Directed by Iranian-born Barbet Schroeder (Single White Female, Kiss of Death), Reversal of Fortune is essentially a black comedy-drama. Based on the book by Alan Dershowitz, the film takes us through the true life story of Sunny von Bulow and the attempted murder trial of her husband, Claus von Bulow.
Claus von Bulow is played to sweet, snide perfection by the icy Jeremy Irons. Irons, in a Best Actor-winning performance, brings such calculating energy to von Bulow that the audience finds themselves wishing him to be guilty because he just looks and sounds so guilty. The facts, however, appear to say something different…if indeed we are ever given the facts.
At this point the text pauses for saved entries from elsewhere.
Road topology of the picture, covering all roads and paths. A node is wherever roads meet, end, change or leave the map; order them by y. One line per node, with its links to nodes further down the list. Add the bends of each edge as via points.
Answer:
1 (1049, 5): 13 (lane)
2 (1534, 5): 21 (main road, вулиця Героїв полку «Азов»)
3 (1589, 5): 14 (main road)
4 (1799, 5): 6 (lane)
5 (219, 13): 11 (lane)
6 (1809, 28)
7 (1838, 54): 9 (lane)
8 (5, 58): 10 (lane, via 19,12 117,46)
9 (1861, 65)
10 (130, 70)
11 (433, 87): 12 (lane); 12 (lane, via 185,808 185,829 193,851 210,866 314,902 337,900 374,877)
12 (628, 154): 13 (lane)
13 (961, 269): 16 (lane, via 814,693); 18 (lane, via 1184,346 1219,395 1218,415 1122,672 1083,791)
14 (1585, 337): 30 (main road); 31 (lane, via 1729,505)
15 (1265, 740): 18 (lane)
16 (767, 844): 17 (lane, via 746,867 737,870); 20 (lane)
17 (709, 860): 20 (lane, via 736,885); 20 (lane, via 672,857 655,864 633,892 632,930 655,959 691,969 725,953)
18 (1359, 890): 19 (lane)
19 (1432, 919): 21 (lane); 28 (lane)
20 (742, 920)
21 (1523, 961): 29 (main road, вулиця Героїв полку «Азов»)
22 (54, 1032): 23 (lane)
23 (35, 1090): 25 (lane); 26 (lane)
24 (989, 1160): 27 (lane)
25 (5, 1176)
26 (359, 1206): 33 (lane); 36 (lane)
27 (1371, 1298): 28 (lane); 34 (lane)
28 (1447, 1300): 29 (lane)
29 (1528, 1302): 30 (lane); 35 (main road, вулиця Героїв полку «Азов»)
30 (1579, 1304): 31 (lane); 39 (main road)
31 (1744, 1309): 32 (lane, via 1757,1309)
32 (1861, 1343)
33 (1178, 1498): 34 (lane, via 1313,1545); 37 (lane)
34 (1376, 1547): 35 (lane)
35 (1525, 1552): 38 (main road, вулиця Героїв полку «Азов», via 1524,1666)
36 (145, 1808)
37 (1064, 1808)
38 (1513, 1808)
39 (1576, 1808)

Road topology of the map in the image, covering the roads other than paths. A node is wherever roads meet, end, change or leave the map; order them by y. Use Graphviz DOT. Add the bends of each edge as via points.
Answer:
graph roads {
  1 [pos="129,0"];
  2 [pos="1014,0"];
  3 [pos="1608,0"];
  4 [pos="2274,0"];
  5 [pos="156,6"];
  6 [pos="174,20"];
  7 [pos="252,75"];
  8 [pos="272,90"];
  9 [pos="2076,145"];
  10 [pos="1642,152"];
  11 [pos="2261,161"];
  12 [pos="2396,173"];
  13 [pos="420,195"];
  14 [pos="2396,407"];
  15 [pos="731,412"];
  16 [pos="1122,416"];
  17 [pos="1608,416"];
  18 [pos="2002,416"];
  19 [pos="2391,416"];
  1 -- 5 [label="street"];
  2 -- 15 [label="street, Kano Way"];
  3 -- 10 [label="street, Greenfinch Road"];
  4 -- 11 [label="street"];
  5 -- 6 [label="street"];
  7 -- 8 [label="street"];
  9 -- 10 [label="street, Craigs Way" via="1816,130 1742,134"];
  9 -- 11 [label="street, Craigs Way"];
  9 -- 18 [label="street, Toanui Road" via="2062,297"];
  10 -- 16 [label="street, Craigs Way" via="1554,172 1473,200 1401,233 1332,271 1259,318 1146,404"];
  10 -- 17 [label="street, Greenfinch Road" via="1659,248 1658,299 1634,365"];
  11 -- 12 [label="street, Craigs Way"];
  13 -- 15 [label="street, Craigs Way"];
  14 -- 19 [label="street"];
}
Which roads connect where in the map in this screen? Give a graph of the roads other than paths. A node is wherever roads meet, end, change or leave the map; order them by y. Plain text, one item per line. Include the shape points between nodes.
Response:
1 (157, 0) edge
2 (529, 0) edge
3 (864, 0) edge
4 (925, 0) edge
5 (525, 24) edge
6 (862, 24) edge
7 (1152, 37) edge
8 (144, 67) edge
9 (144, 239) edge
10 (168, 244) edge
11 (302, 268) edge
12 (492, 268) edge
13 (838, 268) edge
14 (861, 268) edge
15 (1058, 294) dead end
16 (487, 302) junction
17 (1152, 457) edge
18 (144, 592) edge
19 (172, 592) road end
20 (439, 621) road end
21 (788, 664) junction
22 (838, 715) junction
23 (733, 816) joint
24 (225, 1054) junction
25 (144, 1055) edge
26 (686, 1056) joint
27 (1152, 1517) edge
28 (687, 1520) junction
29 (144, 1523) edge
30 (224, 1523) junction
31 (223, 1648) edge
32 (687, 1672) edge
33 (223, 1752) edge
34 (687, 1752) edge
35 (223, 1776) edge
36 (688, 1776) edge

The beauty of Irons’ performance is that he appears to inhabit Claus von Bulow and fill him with steely sarcasm and smooth resolve. He is so cold that it becomes difficult to believe his version of the events involving his wife, Sunny. It also becomes difficult to imagine such a seemingly evil presence is totally innocent of, well, anything at all ever.
Sunny von Bulow, played by Glenn Close, tells her story in flashbacks and the film’s narrative. She lays, instead, in a permanent coma while the narrative in her head guides us through her version of the events. It turns out that Sunny, at least according to Claus’ side of the story, may well be just as icy and just as removed as he is. Their marriage is certainly an interesting one, showing a tentative love that began on a rocky foundation and will inevitably end the same way. Infidelity would be the order of the day for the von Bulow marriage and time would tell if it would also be its death knell.
Ron Silver is tremendous as attorney Alan Dershowitz. He brings a classic heroic style to the role, delivering some tremendous lines and sections of dialogue. Dershowitz is given the unenviable task of defending von Bulow in the attempted murder trial. At first, he tentatively asserts that Claus is most likely guilty, but as the story progresses and more factual evidence is revealed, Dershowitz starts to really believe in his client. Whether or not he should is, of course, the entirety of the narrative as it shines in its incompleteness.
The film is deliciously dark and steaming with icy cold sarcasm. Irons is a chilling delight, as is Glenn Close, and Ron Silver somehow ties it all together with the best performance of his career. The direction is compelling as it takes it through the lives of these wealthy and bored socialites, only to leave us with more questions than answers by the time the film ends. Reversal of Fortune wraps up just as it should, however, leaving a little bit of frost on the screen.